The fight to keep indigenous languages alive, through speaking, software, and day care.
Class starts with a prayer, but there’s no Jesus, no Muhammad, no saints or Abrahamic God. And no English.
Reciting “Lavina’s Prayer” requires a handout that everyone falteringly reads from, guided by Joey Awonohopay, the director of the Menominee Language and Culture Commission. A soft-spoken man in his late forties, Joey’s dressed informally for this elders’ speaking class, in jeans and a sweatshirt. He wears rectangular glasses with tiny animals cut out of the earpieces, and his long hair is pulled into a ponytail. Seated beside him is a white-haired woman named Marie, who recently turned ninety-three and holds the distinction of being one of the five people left in the world who grew up speaking Menominee. Marie reads each line out loud for the rest of the class. When she occasionally stumbles over the written words, Joey guides her through the pronunciation.
It’s late October on the Menominee Reservation, in northeastern Wisconsin. Through the windows of the Language and Cultural Commission office, you can see snow crinkle the shadowed edges of the forest. Cars in the parking lot wear icy crusts. Inside, once the prayer is over, Joey announces it’s time to eat. People stand to serve themselves rice casserole and cake and cobbler and ice cream, a plethora of treats for Halloween. The walls and whiteboards are adorned with handwritten signs on neon construction paper, almost all in Menominee, though in one corner, a series of colorful posters with animals features English: wisdom, love, respect, and courage.
Joey grew up with grandparents and great-aunts and great-uncles who spoke the language fluently, but English remained his primary language. It was taught in schools, spoken by his family members, ever-present in the media. After high school, Joey went off to the tribe’s technical college.
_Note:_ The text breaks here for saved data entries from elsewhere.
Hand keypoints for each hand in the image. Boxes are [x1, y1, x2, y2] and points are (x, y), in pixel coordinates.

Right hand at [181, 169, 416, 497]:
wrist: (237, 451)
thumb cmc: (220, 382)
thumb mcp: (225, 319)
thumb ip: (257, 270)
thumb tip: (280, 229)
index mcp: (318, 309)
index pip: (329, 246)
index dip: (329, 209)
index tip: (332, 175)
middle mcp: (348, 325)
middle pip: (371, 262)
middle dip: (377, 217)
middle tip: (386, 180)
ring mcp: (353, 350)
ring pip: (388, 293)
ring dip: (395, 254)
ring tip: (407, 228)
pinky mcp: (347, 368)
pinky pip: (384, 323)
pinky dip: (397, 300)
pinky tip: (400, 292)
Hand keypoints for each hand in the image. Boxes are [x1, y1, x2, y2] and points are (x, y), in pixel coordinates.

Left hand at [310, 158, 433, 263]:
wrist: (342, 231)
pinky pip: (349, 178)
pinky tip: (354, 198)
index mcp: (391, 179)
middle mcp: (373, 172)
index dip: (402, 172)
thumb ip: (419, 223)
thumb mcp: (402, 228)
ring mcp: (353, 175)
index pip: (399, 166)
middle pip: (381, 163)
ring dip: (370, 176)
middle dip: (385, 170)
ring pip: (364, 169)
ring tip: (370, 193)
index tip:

For almost a decade, he was a metalworker, until he fell off an overhanging conveyor, seriously injuring his lower back.
Although Joey still walks with a slight limp, he did eventually heal enough to get back on his feet. But the injury was life-changing in another way. He realized he’d “drifted further than seemed possible in ten years” from his traditional upbringing, he explained. That was when he decided to stay on the reservation and work for the tribe. His turn toward education began when a local tribal school contacted him to ask if he would teach an after-school program on singing and drumming. Then came an apprenticeship to learn Menominee from elders, then a stint teaching it to middle school students, and finally, his rise to his current position as director of the Language and Culture Commission, where he is charged with overseeing the tribe’s language and culture revitalization efforts.
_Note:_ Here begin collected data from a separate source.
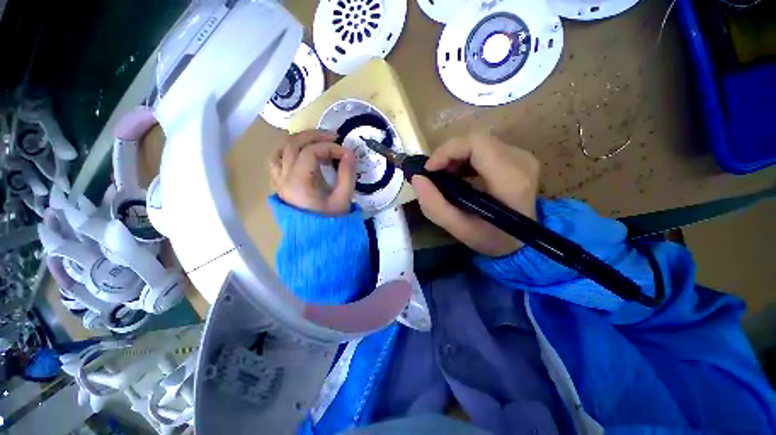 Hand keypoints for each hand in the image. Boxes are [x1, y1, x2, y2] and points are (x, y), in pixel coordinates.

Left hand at [270, 130, 356, 215]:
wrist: (316, 240)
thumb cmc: (330, 222)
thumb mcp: (343, 200)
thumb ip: (347, 175)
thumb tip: (350, 154)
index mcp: (299, 182)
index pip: (311, 152)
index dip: (331, 148)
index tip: (347, 154)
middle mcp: (284, 178)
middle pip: (292, 144)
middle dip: (314, 136)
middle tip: (333, 137)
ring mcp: (278, 182)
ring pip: (280, 151)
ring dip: (298, 142)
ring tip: (316, 141)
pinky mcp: (280, 186)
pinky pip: (277, 162)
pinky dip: (288, 152)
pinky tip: (300, 154)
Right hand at [412, 134, 539, 256]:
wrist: (523, 241)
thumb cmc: (493, 239)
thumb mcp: (459, 230)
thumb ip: (434, 206)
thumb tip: (417, 179)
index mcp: (510, 180)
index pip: (476, 144)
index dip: (447, 151)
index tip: (429, 169)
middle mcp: (520, 161)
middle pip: (476, 140)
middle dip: (448, 154)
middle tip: (433, 174)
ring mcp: (521, 157)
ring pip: (479, 142)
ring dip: (455, 156)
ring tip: (444, 176)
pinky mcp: (517, 157)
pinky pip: (485, 148)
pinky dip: (465, 158)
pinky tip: (458, 174)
Which is how, on this snowy late-fall afternoon, Joey finds himself leading twelve adults for the elders’ speaking class—though there’s really no age limit, as participants range from twentysomething to ninetysomething. The attendees, myself included, dutifully attempt to recite the strings of words printed on different worksheets. There’s a “Ghost Supper” story and a “Fall” story and a list of questions and commands and a few phrases for introducing oneself. Mesek —— mamāceqtaw newīhswan: “—— is my Indian name.” Mōhkomān eneq ‘s pas āēc——: “in English it means ——.” I meet a friendly woman named Dolly, who is actually a member of the Prairie Band Potawatomi tribe but attends these classes as part of her coursework on indigenous languages. Seated next to me is Dennis Kenote, an older man in a forest green baseball cap with native veteran navy stitched in yellow above the brim. Dennis taught Menominee in local schools and, eager to help, points out details as we move through the worksheets. He says that adding -saeh to the end of a noun makes it diminutive. Animals, insects, balls, and kettles are all considered animate nouns, and colors used to describe them require a certain form to reflect that animacy. Adding -et to the end of a verb turns the sentence into a question. Kahnap is a term of respect used for people who have passed away and can be used only for this purpose.